Additionally, we used a line plot to visualize the change in diversity (looking at both POC status and gender) to view how the proportion of POC and women has changed over the show’s many seasons.
fill_color = brewer.pal(9,"Reds")[4]
survivor_poc_over_time = survivor_data_final %>%
group_by(version_season, poc) %>%
summarize(count = n_distinct(full_name)) %>%
mutate(freq = count / sum(count)) %>%
filter(poc == "POC") %>%
separate(col = version_season, into = c('NA', 'season'), sep = 2) %>%
dplyr::select(-"NA") %>%
mutate(season = as.numeric(season))
ggplot(data = survivor_poc_over_time, aes(x = season, y = freq, group = 1)) +
geom_line(color = fill_color) +
geom_point(color = fill_color) +
geom_smooth(se = FALSE, color = "seashell") +
ggtitle("Change in Proportion of POC Over Time ") +
xlab("Season") + ylab("Proportion of POC")
Note: Distinct person counts by POC status.
According to the trends of the proportion of POC, the initial seasons had a very low proportion of POC contestants and the overall data shows an increasing trend in the proportion of POC. It was interesting to note that some “early” seasons such as seasons 13 and 14 had very high proportions of POC (over 0.5).
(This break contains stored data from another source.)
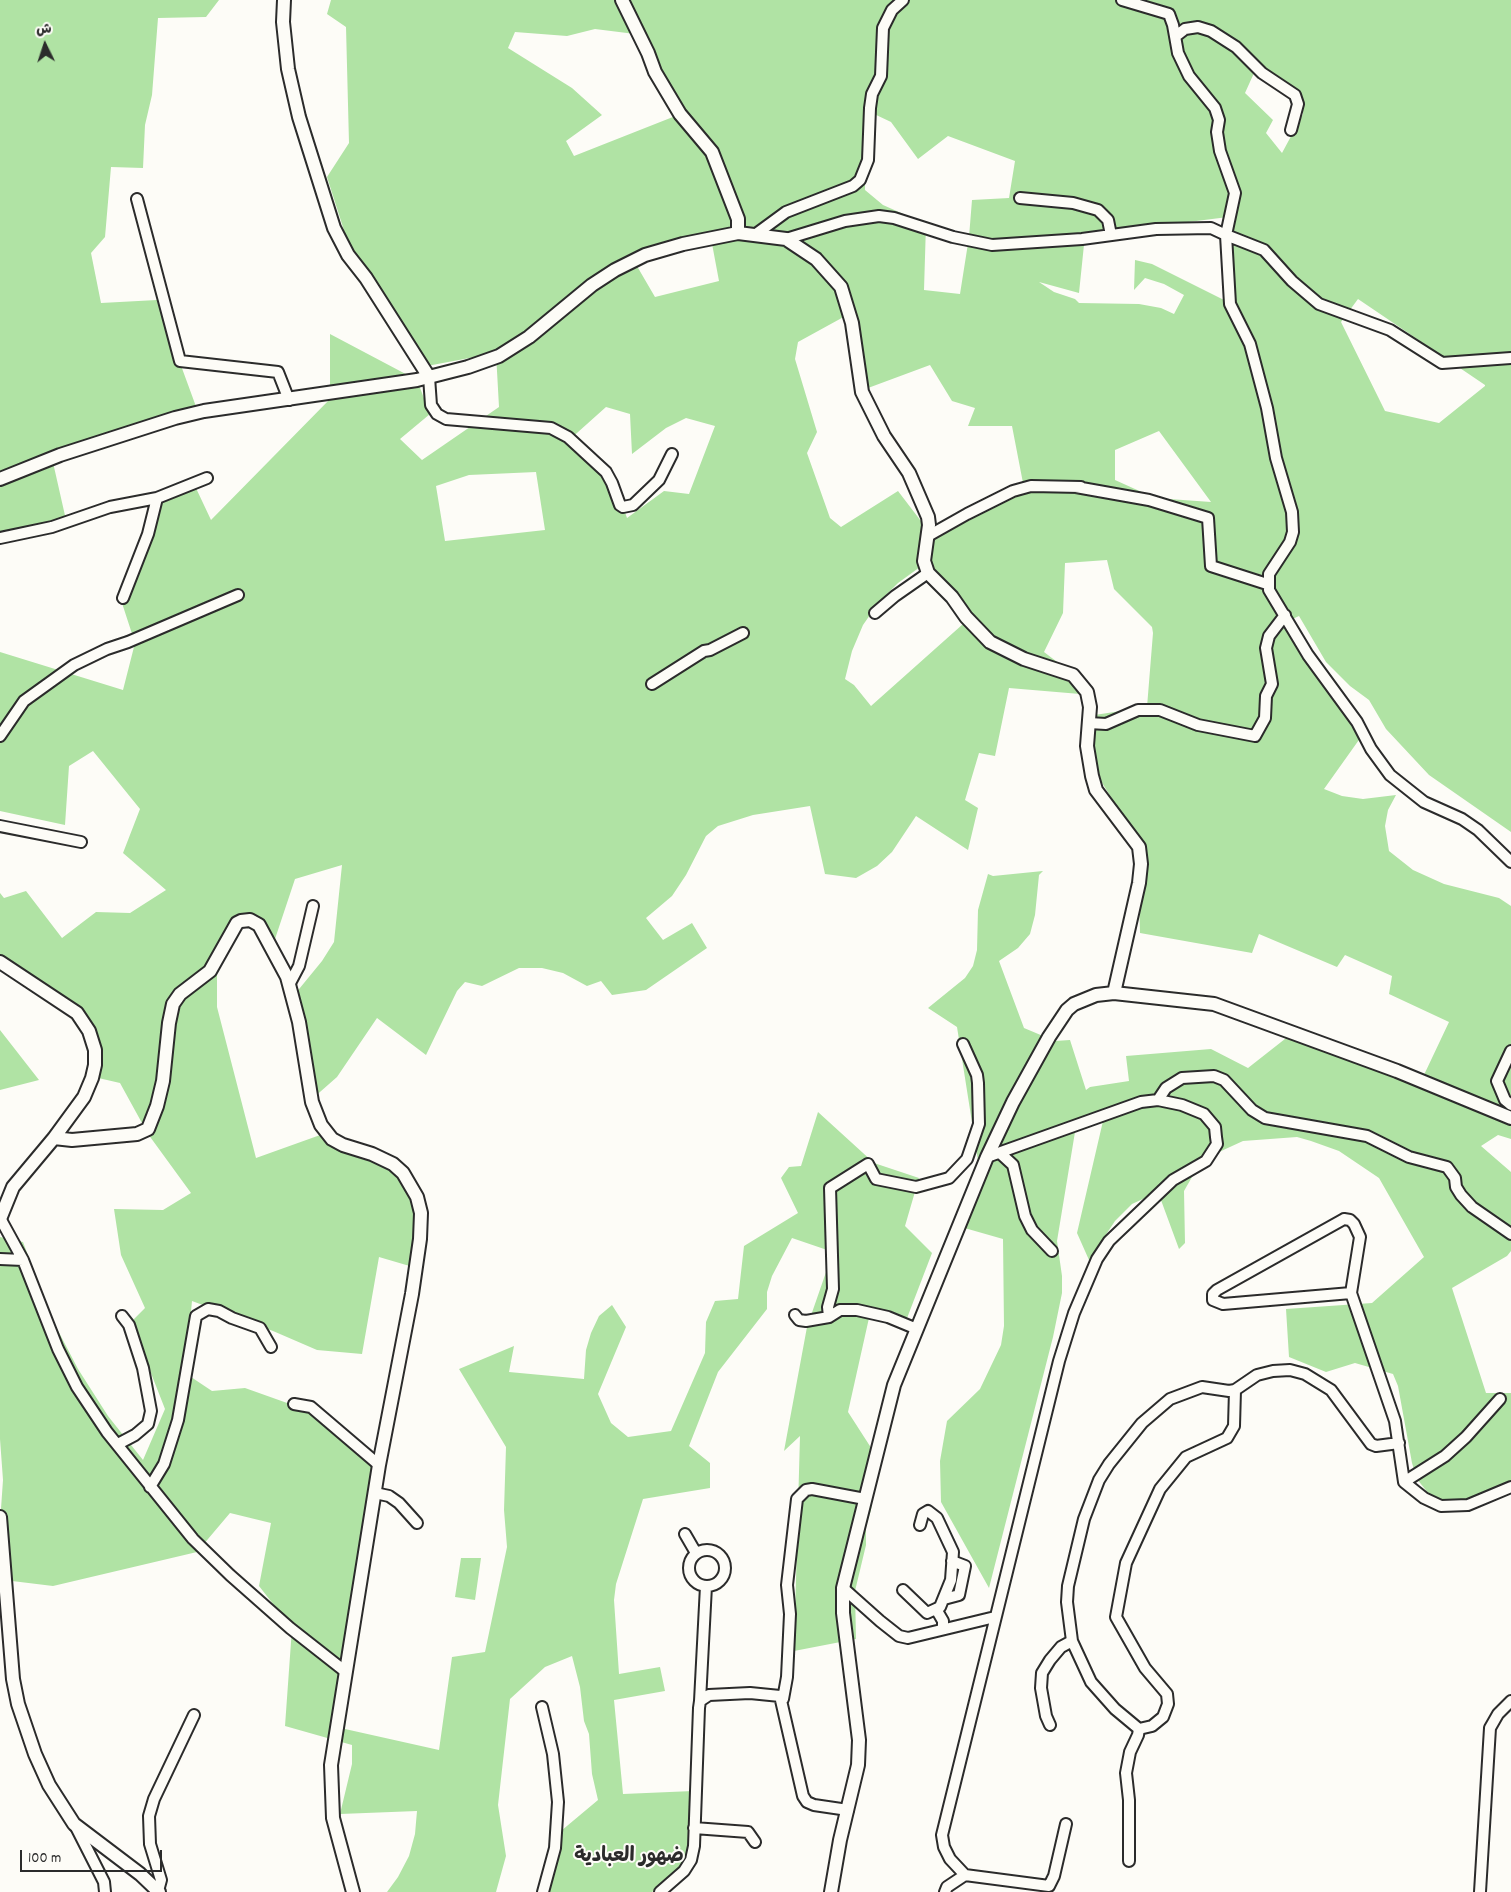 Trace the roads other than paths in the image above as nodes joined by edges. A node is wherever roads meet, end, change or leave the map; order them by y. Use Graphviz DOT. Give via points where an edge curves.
graph roads {
  1 [pos="284,0"];
  2 [pos="622,0"];
  3 [pos="903,0"];
  4 [pos="1122,0"];
  5 [pos="1176,36"];
  6 [pos="1291,130"];
  7 [pos="1020,198"];
  8 [pos="137,200"];
  9 [pos="738,233"];
  10 [pos="756,234"];
  11 [pos="1111,235"];
  12 [pos="1226,235"];
  13 [pos="786,239"];
  14 [pos="1511,358"];
  15 [pos="429,377"];
  16 [pos="289,400"];
  17 [pos="672,454"];
  18 [pos="208,478"];
  19 [pos="0,479"];
  20 [pos="1102,485"];
  21 [pos="1076,487"];
  22 [pos="157,498"];
  23 [pos="928,536"];
  24 [pos="0,538"];
  25 [pos="928,573"];
  26 [pos="1267,584"];
  27 [pos="238,595"];
  28 [pos="123,598"];
  29 [pos="875,613"];
  30 [pos="1285,615"];
  31 [pos="743,633"];
  32 [pos="652,684"];
  33 [pos="1089,723"];
  34 [pos="0,736"];
  35 [pos="0,826"];
  36 [pos="81,842"];
  37 [pos="1511,862"];
  38 [pos="313,906"];
  39 [pos="0,962"];
  40 [pos="289,985"];
  41 [pos="1114,993"];
  42 [pos="963,1044"];
  43 [pos="1511,1052"];
  44 [pos="1158,1100"];
  45 [pos="1511,1105"];
  46 [pos="1511,1118"];
  47 [pos="54,1138"];
  48 [pos="994,1155"];
  49 [pos="0,1219"];
  50 [pos="1511,1234"];
  51 [pos="1052,1251"];
  52 [pos="0,1259"];
  53 [pos="23,1260"];
  54 [pos="1351,1292"];
  55 [pos="795,1315"];
  56 [pos="122,1316"];
  57 [pos="829,1317"];
  58 [pos="917,1329"];
  59 [pos="271,1347"];
  60 [pos="1235,1390"];
  61 [pos="1500,1399"];
  62 [pos="294,1404"];
  63 [pos="1399,1443"];
  64 [pos="118,1444"];
  65 [pos="379,1465"];
  66 [pos="1404,1482"];
  67 [pos="150,1487"];
  68 [pos="1511,1487"];
  69 [pos="375,1493"];
  70 [pos="865,1498"];
  71 [pos="0,1517"];
  72 [pos="417,1522"];
  73 [pos="920,1525"];
  74 [pos="685,1534"];
  75 [pos="696,1553"];
  76 [pos="2,1566"];
  77 [pos="706,1586"];
  78 [pos="843,1588"];
  79 [pos="903,1590"];
  80 [pos="936,1609"];
  81 [pos="995,1617"];
  82 [pos="943,1629"];
  83 [pos="1072,1641"];
  84 [pos="346,1672"];
  85 [pos="783,1699"];
  86 [pos="700,1701"];
  87 [pos="1511,1701"];
  88 [pos="542,1707"];
  89 [pos="194,1715"];
  90 [pos="1050,1725"];
  91 [pos="1139,1729"];
  92 [pos="848,1810"];
  93 [pos="74,1824"];
  94 [pos="1066,1824"];
  95 [pos="694,1828"];
  96 [pos="755,1842"];
  97 [pos="1129,1861"];
  98 [pos="965,1875"];
  99 [pos="159,1891"];
  100 [pos="105,1892"];
  101 [pos="354,1892"];
  102 [pos="542,1892"];
  103 [pos="660,1892"];
  104 [pos="831,1892"];
  105 [pos="945,1892"];
  106 [pos="1480,1892"];
  1 -- 15 [label="street" via="282,22 288,69 299,117 334,228 348,256 366,278"];
  2 -- 9 [label="street" via="655,72 680,114 712,152 738,219"];
  3 -- 10 [label="street" via="892,10 884,28 881,76 872,94 870,108 868,160 860,180 786,212"];
  4 -- 5 [label="street" via="1169,14"];
  5 -- 6 [label="street" via="1185,29 1198,27 1211,31 1236,47 1262,73 1295,96 1298,104"];
  5 -- 12 [label="street" via="1178,53 1189,76 1215,108 1220,120 1217,132 1220,151 1236,193"];
  7 -- 11 [label="street" via="1073,203 1098,210 1108,220"];
  8 -- 16 [label="street" via="180,361 278,372"];
  9 -- 10 [label="street"];
  9 -- 15 [label="street" via="645,255 592,285 529,337 499,356"];
  10 -- 13 [label="street"];
  11 -- 12 [label="street" via="1194,228 1211,228"];
  11 -- 13 [label="street" via="992,245 953,238 879,216 845,221"];
  12 -- 14 [label="street" via="1264,250 1292,281 1319,304 1390,330 1442,363"];
  12 -- 26 [label="street" via="1230,304 1250,344 1292,512 1290,542 1269,574"];
  13 -- 23 [label="street" via="816,259 841,287 852,323 862,392 884,436 909,473 928,517"];
  15 -- 16 [label="street"];
  15 -- 17 [label="street" via="431,405 446,419 543,427 568,437 606,472 623,508 633,505 659,480"];
  16 -- 19 [label="street" via="175,418 60,455"];
  18 -- 22 [label="street"];
  20 -- 21 [label="street"];
  21 -- 23 [label="street" via="1031,486 1013,491"];
  21 -- 26 [label="street" via="1150,500 1208,518 1211,566"];
  22 -- 24 [label="street" via="110,507 59,524"];
  22 -- 28 [label="street" via="148,534"];
  23 -- 25 [label="street" via="924,561"];
  25 -- 29 [label="street"];
  25 -- 33 [label="street" via="990,642 1024,659 1073,675 1081,682 1089,699"];
  26 -- 30 [label="street"];
  27 -- 34 [label="street" via="107,648 74,665 24,701"];
  30 -- 33 [label="street" via="1269,636 1266,648 1272,684 1266,696 1265,718 1255,736 1198,725 1160,710 1138,710 1106,724"];
  30 -- 37 [label="street" via="1308,655 1357,722 1390,775 1424,802 1478,830"];
  31 -- 32 [label="street" via="704,651"];
  33 -- 41 [label="street" via="1088,762 1096,790 1134,838 1141,856"];
  35 -- 36 [label="street"];
  38 -- 40 [label="street" via="298,966"];
  39 -- 47 [label="street" via="77,1013 89,1031 94,1050 92,1078 84,1097"];
  40 -- 47 [label="street" via="280,960 259,925 250,920 239,922 210,971 180,994 173,1004 163,1081 148,1128 137,1134 72,1140"];
  40 -- 65 [label="street" via="299,1022 312,1102 321,1124 337,1142 393,1164 410,1183 420,1205 420,1239 412,1294"];
  41 -- 46 [label="street" via="1214,1004 1397,1071"];
  41 -- 48 [label="street" via="1086,998 1067,1010 1013,1102"];
  42 -- 57 [label="street" via="977,1074 980,1124 967,1159 949,1178 916,1187 876,1179 868,1164 830,1188 833,1289"];
  43 -- 45 [label="street" via="1497,1081 1505,1100"];
  44 -- 48 [label="street" via="1141,1102"];
  44 -- 50 [label="street" via="1166,1088 1182,1078 1214,1076 1224,1080 1252,1110 1265,1118 1367,1136 1409,1156 1447,1167 1455,1178 1456,1187 1472,1207"];
  44 -- 81 [label="street" via="1204,1114 1215,1127 1216,1144 1206,1161 1173,1180 1126,1223 1097,1259 1074,1313 1059,1361"];
  47 -- 49 [label="street" via="13,1187"];
  48 -- 51 [label="street" via="1013,1165 1025,1216 1032,1230"];
  48 -- 58 [label="street"];
  49 -- 53 [label="street"];
  52 -- 53 [label="street"];
  53 -- 64 [label="street" via="77,1386"];
  54 -- 54 [label="street" via="1360,1237 1354,1224 1344,1219 1217,1290 1212,1296 1223,1304"];
  54 -- 63 [label="street" via="1395,1421"];
  55 -- 57 [label="street" via="806,1321"];
  56 -- 64 [label="street" via="129,1325 143,1368 151,1410 148,1424"];
  57 -- 58 [label="street" via="840,1310 857,1310 888,1317"];
  58 -- 70 [label="street" via="894,1385"];
  59 -- 67 [label="street" via="260,1328 219,1311 208,1309 196,1316 178,1420 164,1464"];
  60 -- 63 [label="street" via="1257,1375 1273,1371 1290,1370 1305,1374 1331,1390 1371,1444"];
  60 -- 83 [label="street" via="1202,1387 1170,1398 1142,1423 1109,1464 1086,1512 1068,1586"];
  60 -- 91 [label="street" via="1234,1426 1227,1438 1186,1457 1160,1489 1126,1563 1116,1617 1145,1668 1167,1694 1168,1704 1163,1717 1152,1726"];
  61 -- 66 [label="street" via="1445,1456"];
  62 -- 65 [label="street" via="311,1407"];
  63 -- 66 [label="street"];
  64 -- 67 [label="street"];
  65 -- 69 [label="street"];
  66 -- 68 [label="street" via="1424,1498 1441,1506 1468,1505"];
  67 -- 84 [label="street" via="230,1576"];
  69 -- 72 [label="street" via="389,1496"];
  69 -- 84 [label="street"];
  70 -- 78 [label="street"];
  70 -- 85 [label="street" via="812,1489 797,1499 787,1585 790,1614"];
  71 -- 76 [label="street"];
  73 -- 80 [label="street" via="923,1514 928,1511 937,1518 953,1552 951,1580 940,1607"];
  74 -- 75 [label="street"];
  75 -- 77 [label="street" via="690,1560 691,1577"];
  75 -- 77 [label="street" via="706,1550 722,1558 723,1577 716,1584"];
  76 -- 93 [label="street" via="18,1704 49,1785"];
  77 -- 86 [label="street"];
  78 -- 82 [label="street" via="899,1636 908,1638"];
  78 -- 92 [label="street" via="843,1613 860,1740"];
  79 -- 80 [label="street" via="927,1613"];
  80 -- 82 [label="street" via="943,1621"];
  81 -- 82 [label="street"];
  81 -- 98 [label="street" via="942,1835 950,1859"];
  83 -- 90 [label="street" via="1050,1660 1042,1673 1041,1688"];
  83 -- 91 [label="street" via="1098,1693"];
  84 -- 101 [label="street" via="331,1765 331,1796 333,1818"];
  85 -- 86 [label="street" via="774,1695 721,1694"];
  85 -- 92 [label="street" via="790,1746 803,1796 814,1806"];
  86 -- 95 [label="street"];
  87 -- 106 [label="street" via="1490,1728"];
  88 -- 102 [label="street" via="553,1754 558,1802 555,1848"];
  89 -- 99 [label="street" via="149,1816 150,1844 162,1880"];
  91 -- 97 [label="street" via="1126,1773"];
  92 -- 104 [label="street"];
  93 -- 99 [label="street"];
  93 -- 100 [label="street" via="104,1882"];
  94 -- 98 [label="street" via="1054,1876 1048,1886"];
  95 -- 96 [label="street" via="748,1832"];
  95 -- 103 [label="street" via="691,1860"];
  98 -- 105 [label="street" via="947,1887"];
}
fill_color = brewer.pal(9,"Purples")[5]
survivor_gender_over_time = survivor_data_final %>%
group_by(version_season, gender) %>%
summarize(count = n_distinct(full_name)) %>%
mutate(freq = count / sum(count)) %>%
filter(gender == "Female") %>%
separate(col = version_season, into = c('NA', 'season'), sep = 2) %>%
dplyr::select(-"NA") %>%
mutate(season = as.numeric(season))
ggplot(data = survivor_gender_over_time, aes(x = season, y = freq, group = 1)) +
geom_line(color = fill_color) +
geom_point(color = fill_color) +
geom_smooth(se = FALSE, color = "purple") +
ggtitle("Change in Proportion of Women Over Time") +
xlab("Season") + ylab("Proportion of Women")
Note: Distinct person counts by gender.
The graph for the proportion of women per season shows a relatively steady trend around 0.5, indicating a generally even distribution of men and women in the data. There are some seasons with a proportion less than 0.5, but a majority of seasons had an exact proportion of 0.5.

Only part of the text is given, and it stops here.